В понимании иконоборцев в изображении Христа существуют только две возможности: или изображение Божественной природы, что невозможно, или изображение только человеческой природы, что, по их понятиям, богохульно. «Но, — как подчеркивает Л.А.Успенский, — православные указывают на третью возможность, которая упраздняет всю иконоборческую дилемму. Икона изображает не природу, а личность, разъясняет преподобный Феодор Студит. Изображая Спасителя, мы не изображаем ни Его Божество, ни Его человечество, но Его Ипостась, непостижимо соединяющую в Себе эти две природы «неслиянно и нераздельно». По мысли Феодора Студита, икона и Первообраз имеют различные природы, но «едины по ипостаси». Ниже мы специально коснемся этой темы, рассмотренной отцами-защитниками иконопочитания в разделе «Образ Личности».
В результате длительной и кропотливой богословской работы отцами-апологетами иконопочитания была сформулирована уже заложенная в Священном Писании и Предании Церкви православная теория образа, включающая в себя, как неотделимую часть, установку на онтологическую взаимосвязь между Образом и Первообразом, явление Первообраза через Образ. Столь подробное внимание к проблемам изобразительного искусства на самом высоком уровне богословских авторитетов и церковного и государственно-административного управления — небывалый прецедент мировой истории. Святоотеческая теория образа оказала огромное влияние на все последующее развитие византийской художественной культуры, культур стран восточно-христианского региона, в круг которых вошла впоследствии и русская культура, и опосредованно на всю средневековую культуру и мировоззрение в целом.
В качестве послесловия хотел бы предложить слова протоиерея Сергия Булгакова, с реалистическим оптимизмом высказывающего уверенность в будущем Возрождении традиционного православного церковного искусства:
«…Находя основание в традиции и развивая ее, икона имеет свою собственную жизнь и в современном искусстве, и это искусство имеет великое и прекрасное будущее. Однако искусство не рабствует канону, как внешнему закону, но его свободно приемлет как древнее ведение и внутреннюю правду. Иконопись есть особая отрасль символического искусства, но она есть не только искусство, но и более чем искусство.

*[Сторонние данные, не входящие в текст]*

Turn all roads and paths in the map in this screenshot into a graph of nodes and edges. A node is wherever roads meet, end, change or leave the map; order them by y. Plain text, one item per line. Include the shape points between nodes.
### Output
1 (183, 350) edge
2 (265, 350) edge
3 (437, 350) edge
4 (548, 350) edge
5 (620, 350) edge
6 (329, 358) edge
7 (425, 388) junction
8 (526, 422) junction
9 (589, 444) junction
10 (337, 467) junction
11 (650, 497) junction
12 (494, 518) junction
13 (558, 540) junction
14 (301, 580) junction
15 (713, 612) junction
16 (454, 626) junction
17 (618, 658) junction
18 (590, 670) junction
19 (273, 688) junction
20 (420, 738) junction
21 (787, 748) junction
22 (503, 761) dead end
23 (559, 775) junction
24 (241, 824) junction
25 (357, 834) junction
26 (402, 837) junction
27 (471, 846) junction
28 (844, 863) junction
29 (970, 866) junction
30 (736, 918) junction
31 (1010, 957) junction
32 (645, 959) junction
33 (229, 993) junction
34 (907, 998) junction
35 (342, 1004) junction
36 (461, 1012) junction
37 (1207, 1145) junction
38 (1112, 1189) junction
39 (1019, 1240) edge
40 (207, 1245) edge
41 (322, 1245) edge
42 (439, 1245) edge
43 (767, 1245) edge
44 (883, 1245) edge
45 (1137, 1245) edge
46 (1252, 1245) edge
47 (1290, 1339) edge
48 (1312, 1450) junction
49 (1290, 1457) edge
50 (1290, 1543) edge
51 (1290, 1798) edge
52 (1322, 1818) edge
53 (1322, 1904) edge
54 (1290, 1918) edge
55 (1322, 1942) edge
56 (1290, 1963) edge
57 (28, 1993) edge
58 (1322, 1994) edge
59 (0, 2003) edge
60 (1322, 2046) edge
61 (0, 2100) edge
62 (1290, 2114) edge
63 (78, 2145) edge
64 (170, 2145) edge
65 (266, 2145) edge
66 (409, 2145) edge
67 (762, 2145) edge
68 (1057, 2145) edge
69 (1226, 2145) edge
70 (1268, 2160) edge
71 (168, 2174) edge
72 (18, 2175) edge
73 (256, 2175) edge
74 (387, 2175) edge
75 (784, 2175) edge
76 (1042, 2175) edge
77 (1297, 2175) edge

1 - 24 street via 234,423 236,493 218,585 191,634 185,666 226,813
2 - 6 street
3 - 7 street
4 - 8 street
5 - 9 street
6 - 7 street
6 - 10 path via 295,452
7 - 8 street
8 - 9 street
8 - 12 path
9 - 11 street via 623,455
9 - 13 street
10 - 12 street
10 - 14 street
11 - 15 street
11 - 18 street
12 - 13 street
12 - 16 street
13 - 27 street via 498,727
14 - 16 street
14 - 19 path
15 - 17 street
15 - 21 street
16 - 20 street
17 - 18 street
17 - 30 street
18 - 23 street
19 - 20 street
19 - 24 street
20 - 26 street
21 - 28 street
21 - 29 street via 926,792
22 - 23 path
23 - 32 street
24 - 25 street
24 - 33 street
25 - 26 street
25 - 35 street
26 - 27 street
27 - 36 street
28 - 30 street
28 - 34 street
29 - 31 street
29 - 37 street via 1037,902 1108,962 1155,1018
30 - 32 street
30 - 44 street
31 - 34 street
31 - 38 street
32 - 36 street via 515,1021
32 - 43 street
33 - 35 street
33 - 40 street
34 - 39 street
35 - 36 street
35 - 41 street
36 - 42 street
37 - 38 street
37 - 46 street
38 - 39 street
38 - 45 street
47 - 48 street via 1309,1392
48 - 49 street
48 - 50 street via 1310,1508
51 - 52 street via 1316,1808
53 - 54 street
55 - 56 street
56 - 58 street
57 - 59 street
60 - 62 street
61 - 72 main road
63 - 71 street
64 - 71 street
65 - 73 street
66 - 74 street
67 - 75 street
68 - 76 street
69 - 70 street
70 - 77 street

Она есть боговидение и боговедение, дающее художественное свидетельство о себе.
Она требует для истинного своего осуществления соединения в одном лице художника и религиозного созерцателя-богослова. Одно художество само по себе безсильно создать икону, так же как и богословие. Поэтому творческая иконопись является труднейшим и редчайшим искусством, как требующая соединения этих обоих, также редких даров. За то и достижения и откровения иконописи превосходят по силе своей и умозрительное богословие и внерелигиозное искусство. Иконопись свидетельствует о потустороннем мире и его образах, она не доказывает, но показывает, не принуждает доводами, но убеждает и побеждает самоочевидностью. Истинная творческая икона есть явление Христа, Богоматери, ангелов, святых, рая, здесь на земле. Поэтому в ней искусству дается вообще самое высшее служение, какое только может существовать — возвещать славу Божию. Русская душа и русское искусство таит в себе новые откровения, новое творчество иконы, которого мы являемся уже современниками таит в себе новые откровения, новое творчество иконы, которого мы являемся уже современниками».